Analysis of PK/PD risk factors for development of type 2 diabetes in high risk population using Bayesian analysis of glucose-insulin kinetics.

This study was designed to investigate the pharmacokinetics/pharmacodynamics (PK/PD) risk factors preceding the onset of type 2 diabetes using a population-based Bayesian nonlinear hierarchical model to describe the glucose-insulin kinetics. One hundred fifty-two healthy subjects with a family history of type 2 diabetes were recruited. Each subject received an intravenous glucose tolerance test (IVGTT) and the data of glucose and insulin was collected when entering the study. After the test, subjects were followed up to 25 years and further divided into the diabetic outcome group and non-diabetic outcome group according to the follow-up results. A glucose-insulin kinetic model was developed to account for the physiology and molecular biology of the insulin biphasic secretion and glucose-insulin interactions with a minimal structure. The population PK/PD parameters of the two groups were estimated from the proposed glucose-insulin kinetic model.

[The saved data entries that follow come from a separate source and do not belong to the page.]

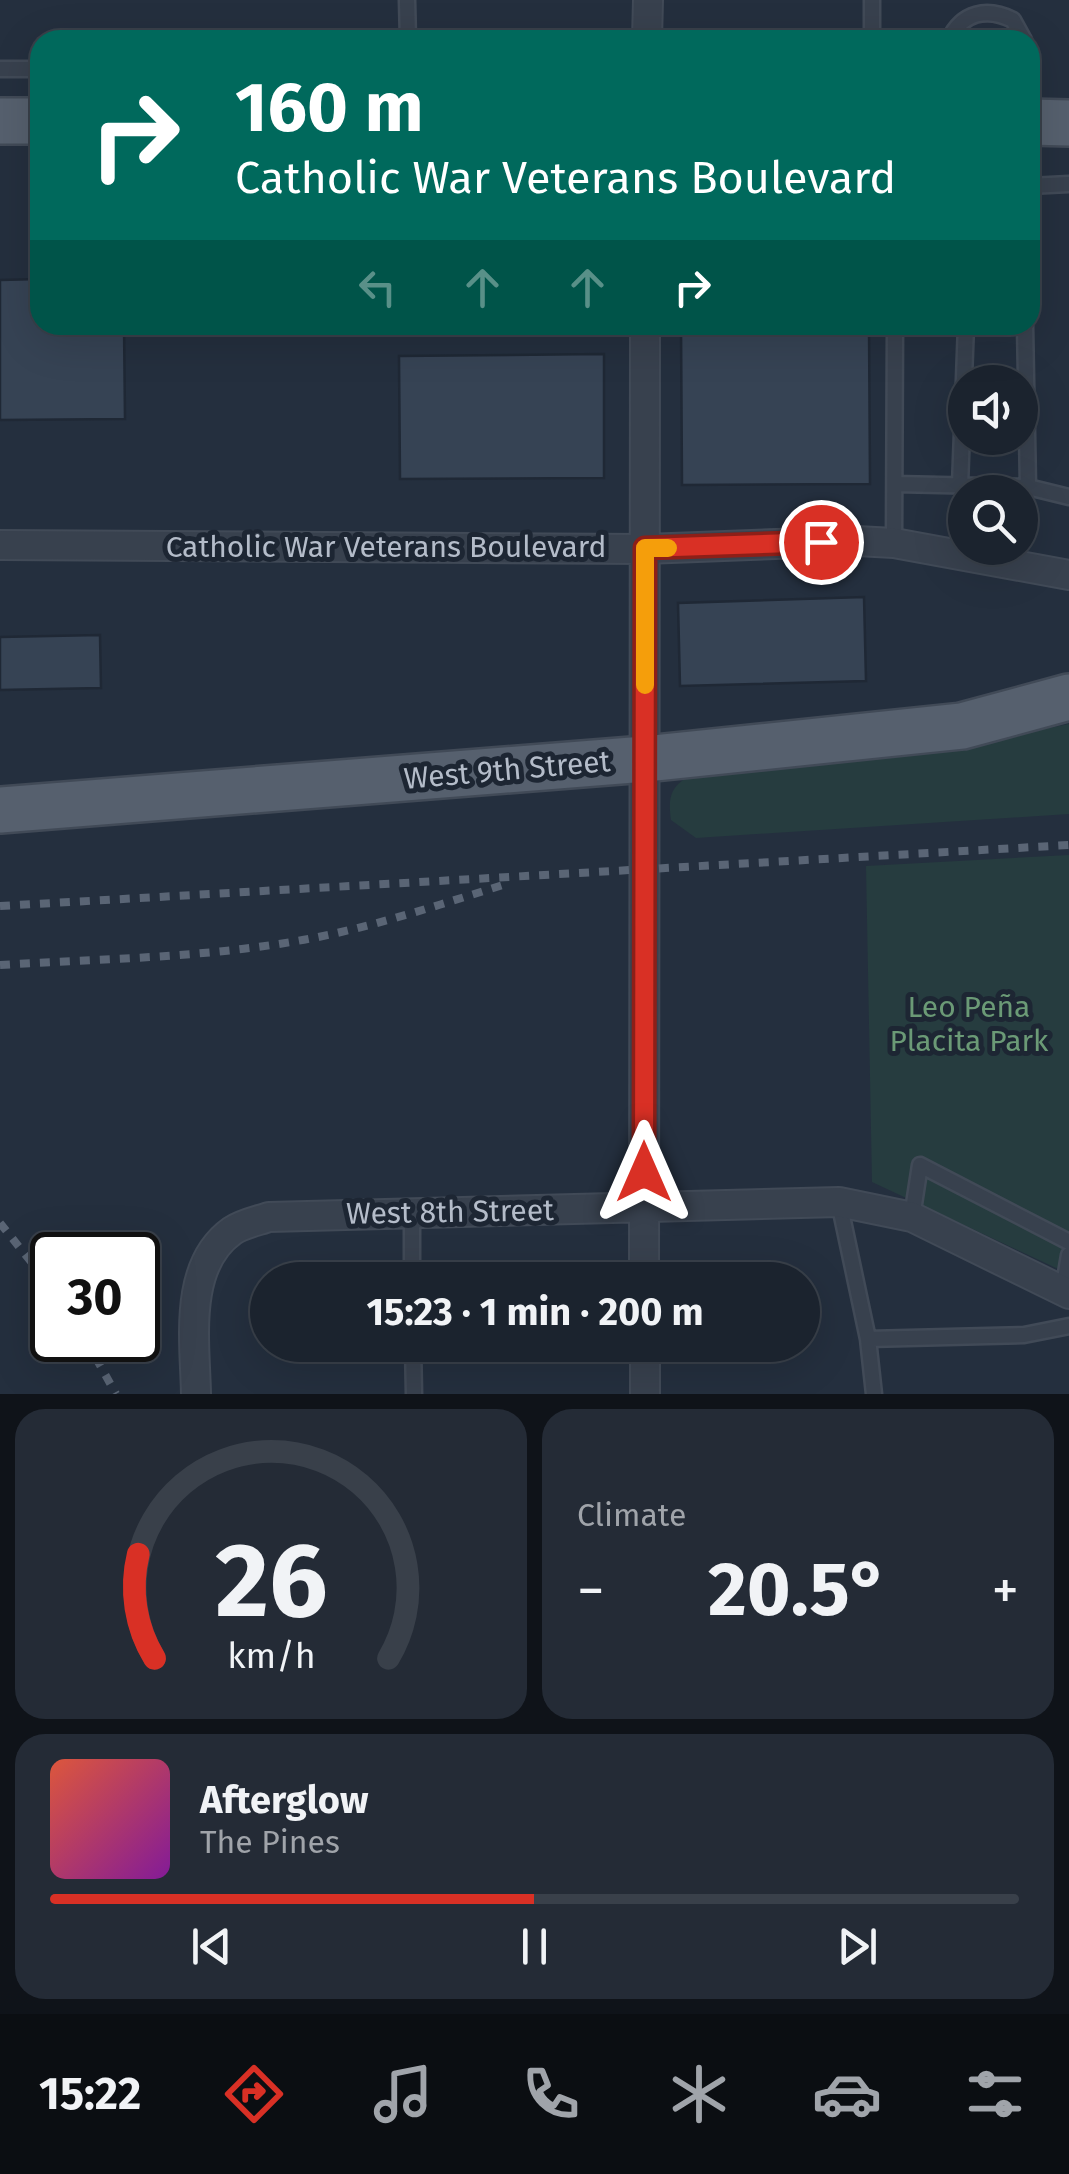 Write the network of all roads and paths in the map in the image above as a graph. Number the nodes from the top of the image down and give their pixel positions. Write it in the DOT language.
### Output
graph roads {
  1 [pos="407,0"];
  2 [pos="648,0"];
  3 [pos="872,0"];
  4 [pos="408,30"];
  5 [pos="647,30"];
  6 [pos="872,30"];
  7 [pos="957,30"];
  8 [pos="1018,30"];
  9 [pos="0,69"];
  10 [pos="30,69"];
  11 [pos="0,121"];
  12 [pos="30,121"];
  13 [pos="1040,122"];
  14 [pos="1069,123"];
  15 [pos="1069,184"];
  16 [pos="1040,185"];
  17 [pos="645,335"];
  18 [pos="895,335"];
  19 [pos="966,335"];
  20 [pos="1025,335"];
  21 [pos="960,475"];
  22 [pos="1028,475"];
  23 [pos="896,484"];
  24 [pos="948,485"];
  25 [pos="1038,490"];
  26 [pos="1069,498"];
  27 [pos="894,543"];
  28 [pos="0,545"];
  29 [pos="645,548"];
  30 [pos="1069,575"];
  31 [pos="1069,697"];
  32 [pos="645,759"];
  33 [pos="0,810"];
  34 [pos="840,1202"];
  35 [pos="412,1210"];
  36 [pos="644,1211"];
  37 [pos="912,1217"];
  38 [pos="1069,1242"];
  39 [pos="1069,1255"];
  40 [pos="412,1262"];
  41 [pos="644,1262"];
  42 [pos="1066,1292"];
  43 [pos="1069,1326"];
  44 [pos="868,1339"];
  45 [pos="413,1362"];
  46 [pos="645,1362"];
  47 [pos="196,1394"];
  48 [pos="414,1394"];
  49 [pos="645,1394"];
  50 [pos="874,1394"];
  1 -- 4 [label="lane"];
  2 -- 5 [label="street"];
  3 -- 6 [label="lane"];
  7 -- 8 [label="lane"];
  9 -- 10 [label="lane"];
  11 -- 12 [label="main road"];
  13 -- 14 [label="main road"];
  15 -- 16 [label="lane"];
  17 -- 29 [label="street"];
  18 -- 23 [label="lane"];
  19 -- 21 [label="lane"];
  20 -- 22 [label="lane"];
  23 -- 24 [label="lane"];
  23 -- 27 [label="lane"];
  25 -- 26 [label="lane"];
  27 -- 29 [label="street, Catholic War Veterans Boulevard"];
  27 -- 30 [label="street, Catholic War Veterans Boulevard"];
  28 -- 29 [label="street, Catholic War Veterans Boulevard"];
  29 -- 32 [label="street"];
  31 -- 32 [label="main road, West 9th Street"];
  32 -- 33 [label="main road, West 9th Street"];
  32 -- 36 [label="street"];
  34 -- 36 [label="street, West 8th Street"];
  34 -- 37 [label="street, West 8th Street"];
  34 -- 44 [label="lane"];
  35 -- 36 [label="street, West 8th Street"];
  35 -- 40 [label="lane"];
  35 -- 47 [label="street, West 8th Street"];
  36 -- 41 [label="street"];
  37 -- 38 [label="lane"];
  37 -- 42 [label="street, West 8th Street"];
  39 -- 42 [label="lane"];
  43 -- 44 [label="lane"];
  44 -- 50 [label="lane"];
  45 -- 48 [label="lane"];
  46 -- 49 [label="street"];
}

The relationships between the population PK/PD parameters and the diabetic follow-up results were evaluated. A high insulin baseline concentration, a lower maximum insulin-dependent glucose removal and a lower insulin removal rate constant were found associated with the development of type 2 diabetes in the high risk population. The study shows that the very early pre-diabetic pharmacokinetic differences exist and can be helpful for prediction of development of type 2 diabetes.